Businesses using social media influencers to ‘advertise’ their products may face unexpected tax bills as HMRC views the arrangement as a benefit in kind.
This started with the concept of celebrity endorsement, which has now expanded, and many businesses now seek ordinary people with a sizeable following on social media to blog, podcast, post or create video content about their brands with a view to influencing the general public’s purchasing decisions.
While the online promotion of products may be seen as a straightforward endorsement, HMRC views the arrangement as a benefit in kind and it is therefore taxable.
Due to the increased use of social media, it has led to a significant increase in businesses using “influencers” to help sell products.
The way some companies do this is to provide products to the influencers free, in exchange for a review on social media. Whilst this may appear to be a cheap form of advertising, there is a hidden cost – of which many businesses appear to be completely unaware.
The problem lies in the provision of free goods to influencers. This is typically taken by HMRC to be a taxable benefit which attracts both tax and national insurance contributions (NICs), even where the influencer is not an employee of the company providing the goods.
There are some exceptions where gifts can be made without needing to be reported. However, such exceptions would need to satisfy all the following criteria:
- the gift consists of goods or a voucher that are not exchangeable for cash.
- the third party making the gift is not the employer or a person connected with the employer.
- the gift is not made in recognition of, or in anticipation of, the performance of employment services.
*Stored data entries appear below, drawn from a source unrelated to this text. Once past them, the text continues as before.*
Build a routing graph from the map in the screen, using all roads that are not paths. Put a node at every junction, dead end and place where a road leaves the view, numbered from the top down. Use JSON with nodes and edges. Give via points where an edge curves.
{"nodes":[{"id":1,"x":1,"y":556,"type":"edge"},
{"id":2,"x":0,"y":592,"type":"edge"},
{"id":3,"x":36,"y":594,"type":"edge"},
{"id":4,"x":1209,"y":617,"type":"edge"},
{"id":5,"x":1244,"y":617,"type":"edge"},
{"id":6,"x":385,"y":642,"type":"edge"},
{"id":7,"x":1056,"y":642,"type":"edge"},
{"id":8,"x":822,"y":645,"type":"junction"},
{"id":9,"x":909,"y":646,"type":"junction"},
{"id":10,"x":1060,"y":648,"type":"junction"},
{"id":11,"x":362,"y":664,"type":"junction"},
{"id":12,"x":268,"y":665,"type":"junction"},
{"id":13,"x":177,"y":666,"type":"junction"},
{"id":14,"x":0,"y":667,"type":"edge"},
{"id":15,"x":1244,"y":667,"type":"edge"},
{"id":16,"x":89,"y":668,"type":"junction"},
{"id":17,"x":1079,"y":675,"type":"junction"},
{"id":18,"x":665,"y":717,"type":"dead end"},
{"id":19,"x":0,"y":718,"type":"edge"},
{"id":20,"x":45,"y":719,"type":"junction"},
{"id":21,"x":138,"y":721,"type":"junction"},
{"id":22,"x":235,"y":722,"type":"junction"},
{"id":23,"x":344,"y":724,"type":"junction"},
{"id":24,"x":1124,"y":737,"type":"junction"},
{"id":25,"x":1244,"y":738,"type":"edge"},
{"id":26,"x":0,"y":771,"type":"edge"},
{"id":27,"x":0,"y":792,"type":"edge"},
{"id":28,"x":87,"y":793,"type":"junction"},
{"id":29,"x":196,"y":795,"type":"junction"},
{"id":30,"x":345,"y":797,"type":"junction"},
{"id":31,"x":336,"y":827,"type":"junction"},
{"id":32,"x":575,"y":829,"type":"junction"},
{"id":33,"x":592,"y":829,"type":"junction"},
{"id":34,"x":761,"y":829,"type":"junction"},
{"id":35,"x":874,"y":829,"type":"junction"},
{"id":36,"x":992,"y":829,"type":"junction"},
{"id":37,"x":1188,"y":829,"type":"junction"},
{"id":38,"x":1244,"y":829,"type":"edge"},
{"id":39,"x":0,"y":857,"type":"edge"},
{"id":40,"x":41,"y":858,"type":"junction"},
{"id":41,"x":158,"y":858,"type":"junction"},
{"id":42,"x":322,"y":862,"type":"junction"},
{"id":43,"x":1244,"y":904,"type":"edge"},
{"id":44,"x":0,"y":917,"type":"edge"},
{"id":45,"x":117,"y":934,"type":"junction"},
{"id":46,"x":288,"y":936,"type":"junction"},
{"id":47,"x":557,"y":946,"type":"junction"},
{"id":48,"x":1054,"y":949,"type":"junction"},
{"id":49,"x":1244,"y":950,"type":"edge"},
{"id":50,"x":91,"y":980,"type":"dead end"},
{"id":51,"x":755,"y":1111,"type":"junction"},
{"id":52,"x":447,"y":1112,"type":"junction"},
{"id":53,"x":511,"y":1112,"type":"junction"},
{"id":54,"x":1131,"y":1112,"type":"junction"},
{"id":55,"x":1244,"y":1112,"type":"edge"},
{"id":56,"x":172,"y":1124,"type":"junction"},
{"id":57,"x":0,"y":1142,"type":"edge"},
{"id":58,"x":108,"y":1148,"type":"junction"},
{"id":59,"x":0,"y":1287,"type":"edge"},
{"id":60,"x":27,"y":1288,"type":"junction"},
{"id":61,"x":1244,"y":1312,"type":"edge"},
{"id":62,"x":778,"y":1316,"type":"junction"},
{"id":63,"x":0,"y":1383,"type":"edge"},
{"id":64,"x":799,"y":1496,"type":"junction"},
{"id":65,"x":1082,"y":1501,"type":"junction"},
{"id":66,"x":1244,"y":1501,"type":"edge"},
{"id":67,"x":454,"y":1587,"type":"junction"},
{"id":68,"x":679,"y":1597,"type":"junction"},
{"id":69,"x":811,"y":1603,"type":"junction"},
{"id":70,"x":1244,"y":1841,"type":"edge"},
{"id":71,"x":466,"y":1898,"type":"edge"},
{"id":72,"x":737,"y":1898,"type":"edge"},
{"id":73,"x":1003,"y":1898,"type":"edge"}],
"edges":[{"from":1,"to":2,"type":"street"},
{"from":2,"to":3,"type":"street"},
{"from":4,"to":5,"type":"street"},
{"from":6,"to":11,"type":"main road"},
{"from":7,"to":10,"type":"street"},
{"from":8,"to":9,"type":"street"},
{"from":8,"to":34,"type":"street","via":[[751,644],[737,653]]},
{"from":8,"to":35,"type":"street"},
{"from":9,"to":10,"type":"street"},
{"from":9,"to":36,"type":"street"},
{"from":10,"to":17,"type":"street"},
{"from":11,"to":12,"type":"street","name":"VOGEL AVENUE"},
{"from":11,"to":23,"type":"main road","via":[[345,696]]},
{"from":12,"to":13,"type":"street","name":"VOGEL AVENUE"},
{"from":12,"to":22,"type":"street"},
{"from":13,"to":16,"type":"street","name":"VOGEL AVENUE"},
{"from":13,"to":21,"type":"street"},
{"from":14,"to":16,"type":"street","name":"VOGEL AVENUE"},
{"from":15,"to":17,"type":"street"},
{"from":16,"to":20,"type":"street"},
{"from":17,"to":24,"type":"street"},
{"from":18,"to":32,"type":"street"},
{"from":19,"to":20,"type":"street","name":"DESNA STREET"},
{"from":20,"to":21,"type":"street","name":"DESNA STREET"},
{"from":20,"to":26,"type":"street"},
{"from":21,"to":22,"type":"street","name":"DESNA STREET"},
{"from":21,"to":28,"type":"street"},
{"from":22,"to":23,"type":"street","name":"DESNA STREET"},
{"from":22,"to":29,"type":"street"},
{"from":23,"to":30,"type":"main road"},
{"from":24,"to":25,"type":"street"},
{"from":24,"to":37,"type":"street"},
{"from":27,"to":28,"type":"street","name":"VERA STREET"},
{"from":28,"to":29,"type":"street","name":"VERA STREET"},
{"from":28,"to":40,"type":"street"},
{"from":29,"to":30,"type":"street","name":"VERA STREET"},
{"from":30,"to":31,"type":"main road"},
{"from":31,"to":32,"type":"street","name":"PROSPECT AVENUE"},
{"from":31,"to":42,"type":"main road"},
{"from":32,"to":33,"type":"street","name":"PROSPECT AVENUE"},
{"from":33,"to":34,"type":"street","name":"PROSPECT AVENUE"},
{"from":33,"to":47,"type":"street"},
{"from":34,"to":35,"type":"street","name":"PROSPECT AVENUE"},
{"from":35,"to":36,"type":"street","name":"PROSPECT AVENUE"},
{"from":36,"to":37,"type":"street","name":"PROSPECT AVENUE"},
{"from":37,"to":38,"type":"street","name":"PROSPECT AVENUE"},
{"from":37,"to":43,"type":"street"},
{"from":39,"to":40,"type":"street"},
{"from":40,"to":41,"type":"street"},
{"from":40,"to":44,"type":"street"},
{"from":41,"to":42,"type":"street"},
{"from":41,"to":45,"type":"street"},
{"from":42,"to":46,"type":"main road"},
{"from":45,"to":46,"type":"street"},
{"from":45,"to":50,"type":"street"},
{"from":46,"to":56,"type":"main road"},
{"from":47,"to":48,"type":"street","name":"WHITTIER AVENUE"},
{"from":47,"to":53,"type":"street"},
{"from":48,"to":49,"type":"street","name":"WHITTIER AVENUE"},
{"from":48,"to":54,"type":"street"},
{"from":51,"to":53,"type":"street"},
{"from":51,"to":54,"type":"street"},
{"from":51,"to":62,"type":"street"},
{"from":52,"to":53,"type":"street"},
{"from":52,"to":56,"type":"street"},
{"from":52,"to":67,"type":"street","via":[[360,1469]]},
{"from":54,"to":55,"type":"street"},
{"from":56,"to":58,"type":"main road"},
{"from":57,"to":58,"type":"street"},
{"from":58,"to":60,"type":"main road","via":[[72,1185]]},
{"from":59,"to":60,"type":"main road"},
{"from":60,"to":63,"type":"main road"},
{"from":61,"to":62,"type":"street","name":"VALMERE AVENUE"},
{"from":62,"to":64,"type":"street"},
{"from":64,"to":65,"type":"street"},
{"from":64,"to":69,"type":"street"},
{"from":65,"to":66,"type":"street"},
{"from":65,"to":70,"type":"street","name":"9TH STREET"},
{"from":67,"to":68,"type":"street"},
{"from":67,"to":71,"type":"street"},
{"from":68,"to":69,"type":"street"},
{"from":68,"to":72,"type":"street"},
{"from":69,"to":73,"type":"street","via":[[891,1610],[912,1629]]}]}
- the gift has not been directly or indirectly procured by the employer or by a person connected with the employer; and
- the total cost of all gifts made by the provider to the recipient, or to members of the recipient’s family, during the tax year is £250 or less (inclusive of VAT).
In most cases there is usually no employer/employee relationship between the goods provider and the social media influencer which means that some of these criteria can be fulfilled. However, most of these arrangements will be caught because the “gift” is made in recognition of a particular service, which HMRC deems in these circumstances to be an employment service.
Taxed Award Scheme (TAS)
Providers of the goods need to set up a Taxed Award Scheme (TAS) with HMRC to deal with the liabilities on the goods they provide. A TAS can be utilised for any non-cash awards, so this could include other incentives for using and reviewing products as well as provision of the product itself.
While providers could take the attitude that the influencer should report the benefit on their personal tax return, from a practical perspective, the provider is unlikely to obtain much traction with influencers if they take the view that the influencer must pay the tax on the free goods. It is, therefore, more likely that they pay the tax as well as the NICs via their TAS.
There are several obligations of the goods provider under a TAS including issuing certificates to the recipients of the awards and making returns to HMRC at the end of the year. The total tax is due to HMRC within 90 days of the end of the tax year in which the awards were made.
Businesses and others who provide incentives to social media influencers need to be aware of the issue and include the tax and NIC costs in their budgets. If they did not know about the issue, they need to act quickly and set up a TAS rather than wait for HMRC to ask questions.